YOUR INSTRUCTIONS – Keep the images out while you retype all of the data exactly.

┄┄┄┄┄┄┄┄┄┄┄┄┄┄┄┄┄┄┄┄

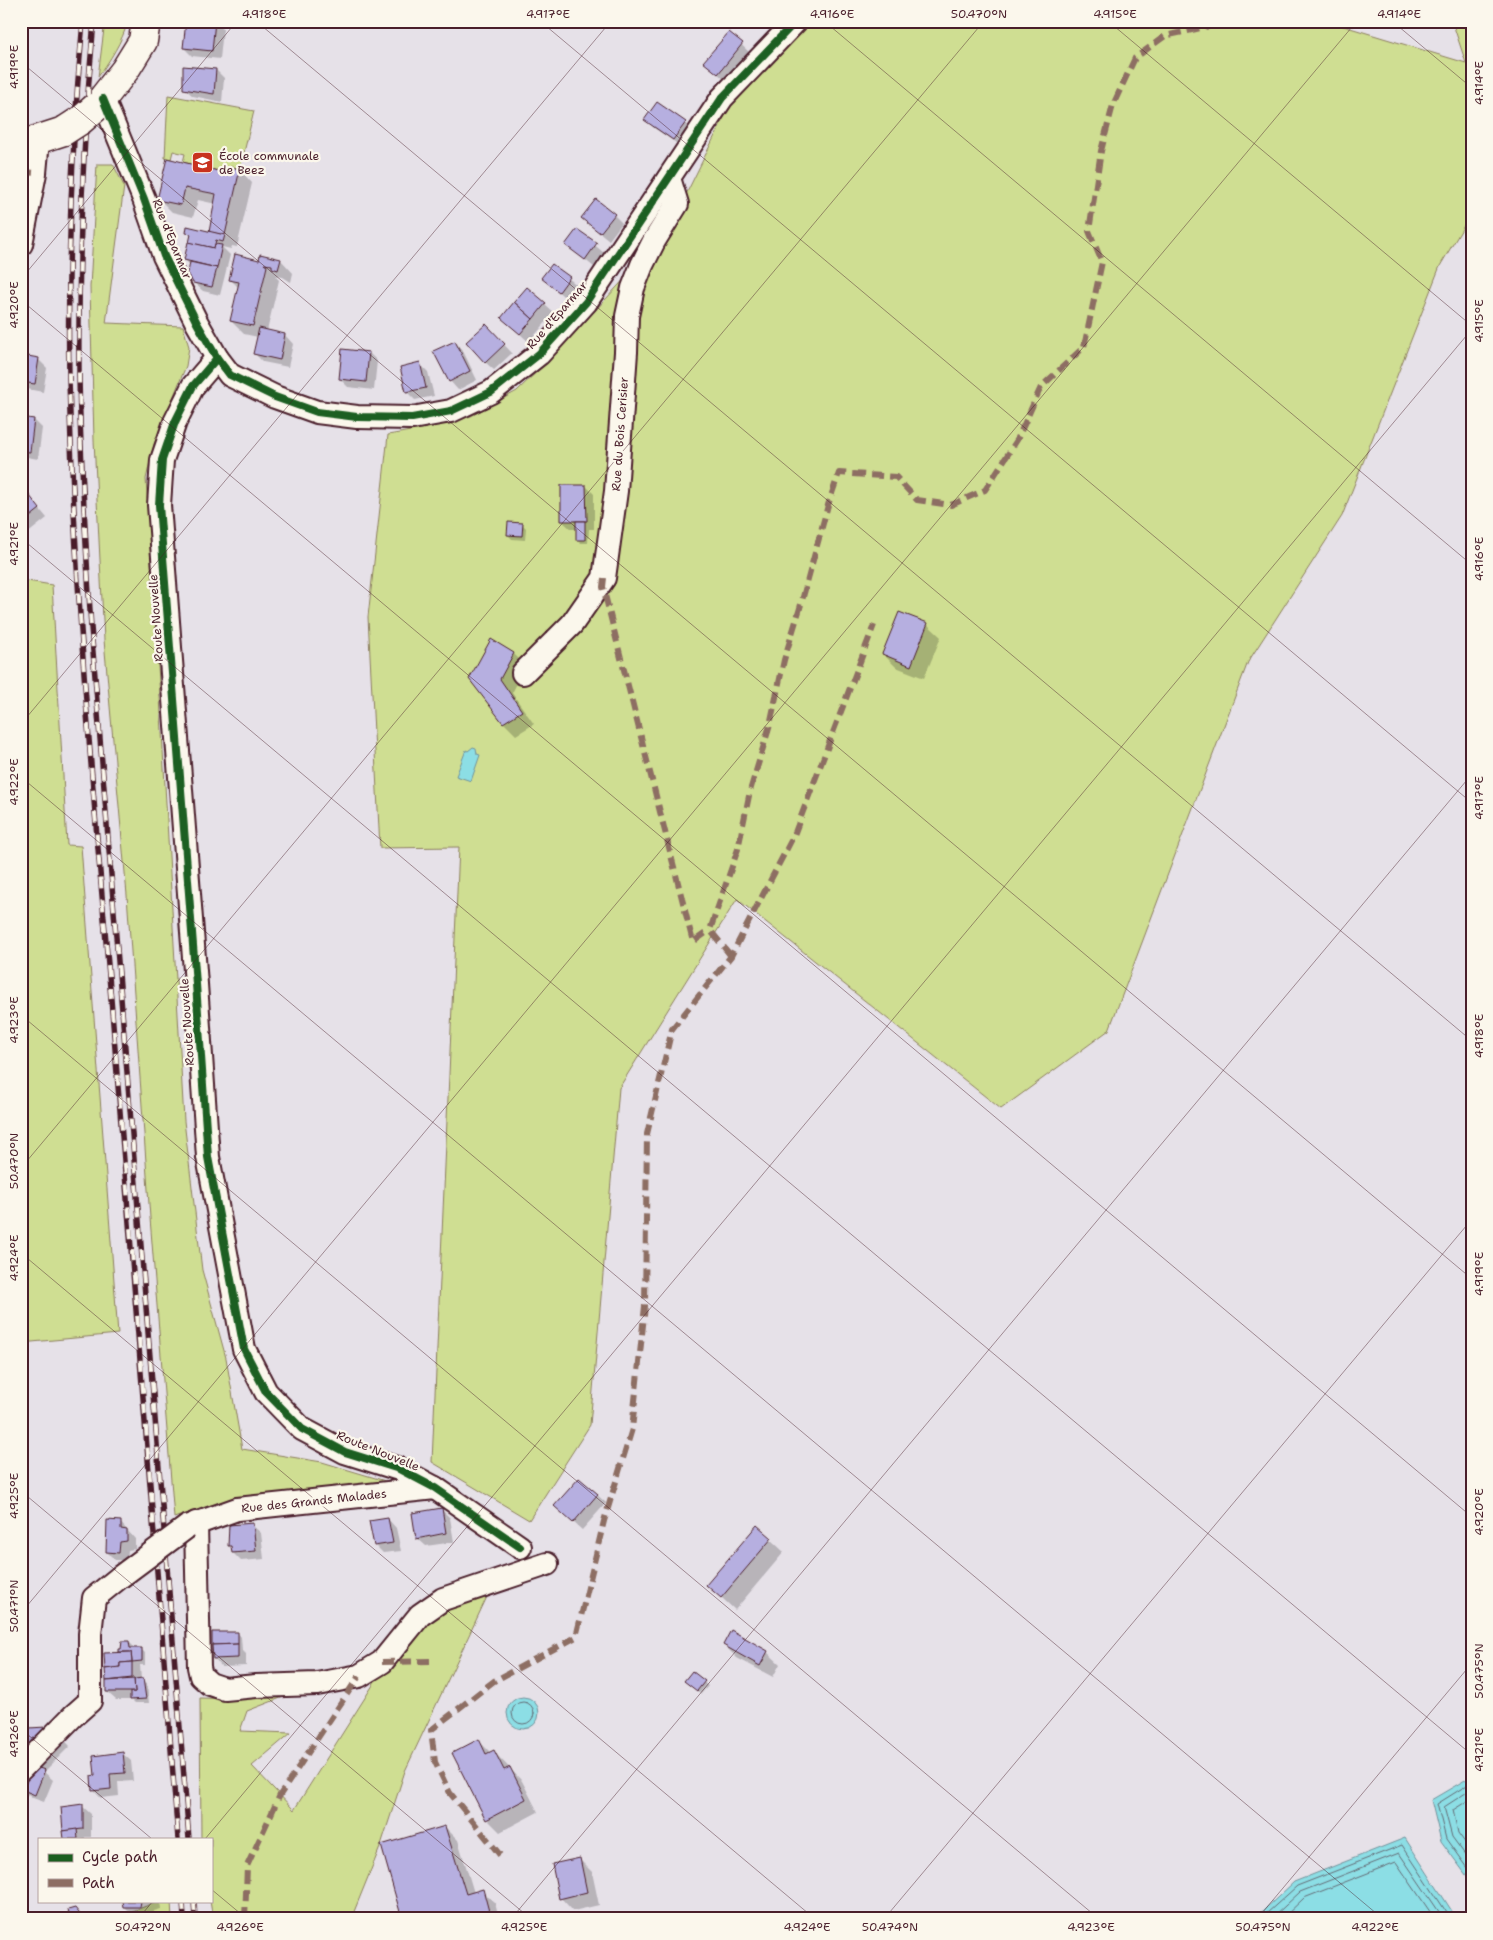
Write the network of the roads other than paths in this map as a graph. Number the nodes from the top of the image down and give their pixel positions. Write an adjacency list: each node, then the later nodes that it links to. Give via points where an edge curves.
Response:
1 (146, 21): 3 (main road, via 143,41)
2 (796, 21): 5 (street, Rue d'Eparmar, via 722,98)
3 (100, 103): 4 (main road, bridge, via 64,131); 7 (street, Rue d'Eparmar, via 144,199 164,256)
4 (30, 142): 6 (street, via 35,173)
5 (669, 178): 7 (street, Rue d'Eparmar, via 586,302 539,354 491,392 450,411 412,418 317,412 275,397 230,375); 8 (street, Rue du Bois Cerisier, via 677,204 642,265 627,316 616,491 604,578 572,624)
6 (21, 244)
7 (218, 358): 9 (street, Route Nouvelle, via 192,386 175,422 162,460 159,505 208,1157 244,1350 266,1392 302,1429 345,1452 399,1469)
8 (523, 673)
9 (435, 1488): 10 (street, Rue des Grands Malades, via 237,1509); 11 (street, Route Nouvelle)
10 (191, 1525): 12 (street, via 201,1676 210,1684 225,1689 317,1684 359,1676 382,1662 420,1614 443,1599); 13 (street, Rue des Grands Malades, bridge, via 94,1598 90,1634 90,1701)
11 (520, 1547)
12 (548, 1564)
13 (21, 1769)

┄┄┄┄┄┄┄┄┄┄┄┄┄┄┄┄┄┄┄┄

RESULT BELOW –
Write the network of the roads other than paths in this map as a graph. Number the nodes from the top of the image down and give their pixel positions. Write an adjacency list: each node, then the later nodes that it links to. Give via points where an edge curves.
Response:
1 (146, 21): 3 (main road, via 143,41)
2 (796, 21): 5 (street, Rue d'Eparmar, via 722,98)
3 (100, 103): 4 (main road, bridge, via 64,131); 7 (street, Rue d'Eparmar, via 144,199 164,256)
4 (30, 142): 6 (street, via 35,173)
5 (669, 178): 7 (street, Rue d'Eparmar, via 586,302 539,354 491,392 450,411 412,418 317,412 275,397 230,375); 8 (street, Rue du Bois Cerisier, via 677,204 642,265 627,316 616,491 604,578 572,624)
6 (21, 244)
7 (218, 358): 9 (street, Route Nouvelle, via 192,386 175,422 162,460 159,505 208,1157 244,1350 266,1392 302,1429 345,1452 399,1469)
8 (523, 673)
9 (435, 1488): 10 (street, Rue des Grands Malades, via 237,1509); 11 (street, Route Nouvelle)
10 (191, 1525): 12 (street, via 201,1676 210,1684 225,1689 317,1684 359,1676 382,1662 420,1614 443,1599); 13 (street, Rue des Grands Malades, bridge, via 94,1598 90,1634 90,1701)
11 (520, 1547)
12 (548, 1564)
13 (21, 1769)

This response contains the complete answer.